自身の背負っている、巨大なミサイルコンテナを掴む。
「ただの重りよッ!!」
ギギギギギッ!!!
金属が悲鳴を上げる。
アイリスは、数トンあるミサイルコンテナを、機体の怪力だけで強引に引きちぎった。
接続ボルトが弾け飛び、火花が散る。
「飛んでけぇぇぇぇッ!!」
ブンッ!!!
アイアン・メイデンの豪腕が唸りを上げる。
彼女は引きちぎったコンテナを、まるでボールのように敵の砲台群へ向かって全力投球した。

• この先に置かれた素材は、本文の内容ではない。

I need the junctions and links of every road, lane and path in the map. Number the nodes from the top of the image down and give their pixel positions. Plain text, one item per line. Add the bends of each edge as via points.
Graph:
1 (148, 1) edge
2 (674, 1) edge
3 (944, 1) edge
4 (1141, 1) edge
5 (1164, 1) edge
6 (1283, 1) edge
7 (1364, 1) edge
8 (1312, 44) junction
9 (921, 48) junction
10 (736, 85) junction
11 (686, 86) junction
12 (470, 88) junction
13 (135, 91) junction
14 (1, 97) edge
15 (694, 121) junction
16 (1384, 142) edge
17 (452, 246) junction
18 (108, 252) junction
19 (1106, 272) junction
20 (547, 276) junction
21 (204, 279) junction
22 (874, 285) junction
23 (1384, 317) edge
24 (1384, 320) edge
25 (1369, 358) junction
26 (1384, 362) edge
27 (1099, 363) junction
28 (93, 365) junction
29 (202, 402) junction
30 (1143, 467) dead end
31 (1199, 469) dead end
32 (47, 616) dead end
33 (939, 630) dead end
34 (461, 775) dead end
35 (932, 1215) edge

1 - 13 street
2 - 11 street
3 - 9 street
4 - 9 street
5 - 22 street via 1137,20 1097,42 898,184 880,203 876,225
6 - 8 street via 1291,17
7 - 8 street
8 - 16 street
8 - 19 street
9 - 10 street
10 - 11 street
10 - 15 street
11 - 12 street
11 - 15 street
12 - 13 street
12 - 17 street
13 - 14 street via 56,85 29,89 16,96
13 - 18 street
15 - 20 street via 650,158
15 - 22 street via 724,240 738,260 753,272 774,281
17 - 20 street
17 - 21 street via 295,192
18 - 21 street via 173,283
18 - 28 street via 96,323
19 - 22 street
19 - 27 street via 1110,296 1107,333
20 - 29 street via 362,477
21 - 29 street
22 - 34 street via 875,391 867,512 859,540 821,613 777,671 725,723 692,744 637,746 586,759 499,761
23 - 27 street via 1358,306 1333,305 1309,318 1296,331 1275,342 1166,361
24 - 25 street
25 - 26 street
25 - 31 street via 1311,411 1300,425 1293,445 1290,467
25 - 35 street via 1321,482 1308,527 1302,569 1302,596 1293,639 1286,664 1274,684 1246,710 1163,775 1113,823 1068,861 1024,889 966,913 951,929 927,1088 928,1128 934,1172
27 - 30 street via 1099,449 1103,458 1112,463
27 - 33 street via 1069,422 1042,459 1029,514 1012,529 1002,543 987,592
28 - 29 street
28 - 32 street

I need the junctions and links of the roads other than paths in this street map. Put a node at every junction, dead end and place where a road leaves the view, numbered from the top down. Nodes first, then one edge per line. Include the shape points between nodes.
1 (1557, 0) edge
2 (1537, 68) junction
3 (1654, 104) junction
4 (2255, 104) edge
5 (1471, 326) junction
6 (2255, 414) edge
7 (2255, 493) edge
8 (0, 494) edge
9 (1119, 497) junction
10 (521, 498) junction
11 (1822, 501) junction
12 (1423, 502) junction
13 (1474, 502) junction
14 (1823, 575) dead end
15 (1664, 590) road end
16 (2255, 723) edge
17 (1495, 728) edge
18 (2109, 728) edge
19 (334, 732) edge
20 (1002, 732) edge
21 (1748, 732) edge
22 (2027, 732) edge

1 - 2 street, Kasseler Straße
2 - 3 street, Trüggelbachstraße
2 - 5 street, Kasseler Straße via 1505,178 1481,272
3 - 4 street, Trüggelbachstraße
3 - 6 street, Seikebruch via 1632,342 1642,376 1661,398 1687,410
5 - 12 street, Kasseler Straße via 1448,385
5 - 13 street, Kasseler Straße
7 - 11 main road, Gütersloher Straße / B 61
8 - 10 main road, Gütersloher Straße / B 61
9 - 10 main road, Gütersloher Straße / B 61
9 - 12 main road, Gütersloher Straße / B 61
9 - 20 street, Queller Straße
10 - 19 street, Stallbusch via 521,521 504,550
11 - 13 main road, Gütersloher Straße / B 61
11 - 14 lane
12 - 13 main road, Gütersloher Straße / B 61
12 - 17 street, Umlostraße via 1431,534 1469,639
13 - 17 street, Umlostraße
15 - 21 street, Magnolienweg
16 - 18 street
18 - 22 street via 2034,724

鉄塊が空気を切り裂き、放物線を描いて敵陣のど真ん中へ落下する。
ドォォォォォンッ!!!
着弾の衝撃に加え、コンテナ内部に残っていた弾頭が一斉に誘爆した。
凄まじい爆風と炎が巻き起こり、並んでいた砲台群を根こそぎ吹き飛ばす。
『な、なにィッ!?』
ベネディクトの悲鳴。 物理と爆発の暴力が、緻密な防衛ラインを粉砕したのだ。
「道は開けた……!」
アイリスはフットペダルを限界まで踏み込んだ。
装甲をパージし、重い武器も捨てた今の機体は、戦闘機もかくやという加速力を手に入れていた。
ドオォォォンッ!!
爆発的な加速。 残像が見えるほどの速度で、深紅の陽炎が戦場を疾走する。
『させるかぁッ!!』
ベネディクトが叫び、排熱ベントからプラズマの奔流が放たれる。
だが、遅い。 アイリスはジグザグにステップを踏み、光の帯を紙一重でかわしていく。
「見えてる……! 全部、止まって見えるわ!」
コクピット内の熱気で、意識はもうろうとしている。
視界の端が白く霞み、手足の感覚がない。
だが、不思議と恐怖はない。
(熱い。体が溶けそう。……でも、私の心臓は冷たいくらいに落ち着いている)
だって、私には一番近くに――背中の安全地帯に、最強の味方がいてくれるから。
あの人がくれた命。あの人が守ってくれた時間。 一秒たりとも無駄にはできない。
「そこぉッ!!」
アイリスは噴き出すプラズマの隙間を縫うように、一気に距離を詰めた。
敵の予測演算を遥かに超える機動力。
気が付けば、彼女はもう目の前――崩れ落ちた制御室の瓦礫の上、ベネディクトがしがみついている排熱ベントの目前にいた。
『ひっ……!?』
ベネディクトが息をのむ音が聞こえた。 目の前に立つのは、装甲を剥ぎ取り、骨組みだけになった血濡れの巨人。
その姿は、かつて彼が愛した「娘」ではなく、彼を断罪しに来た死神そのものだった。
「……チェックメイトよ、ベネディクト」
アイリスの声は、静かだった。 彼女は唯一残った右腕の武装――パイルバンカーを、無防備な排熱ベントへ突きつけた。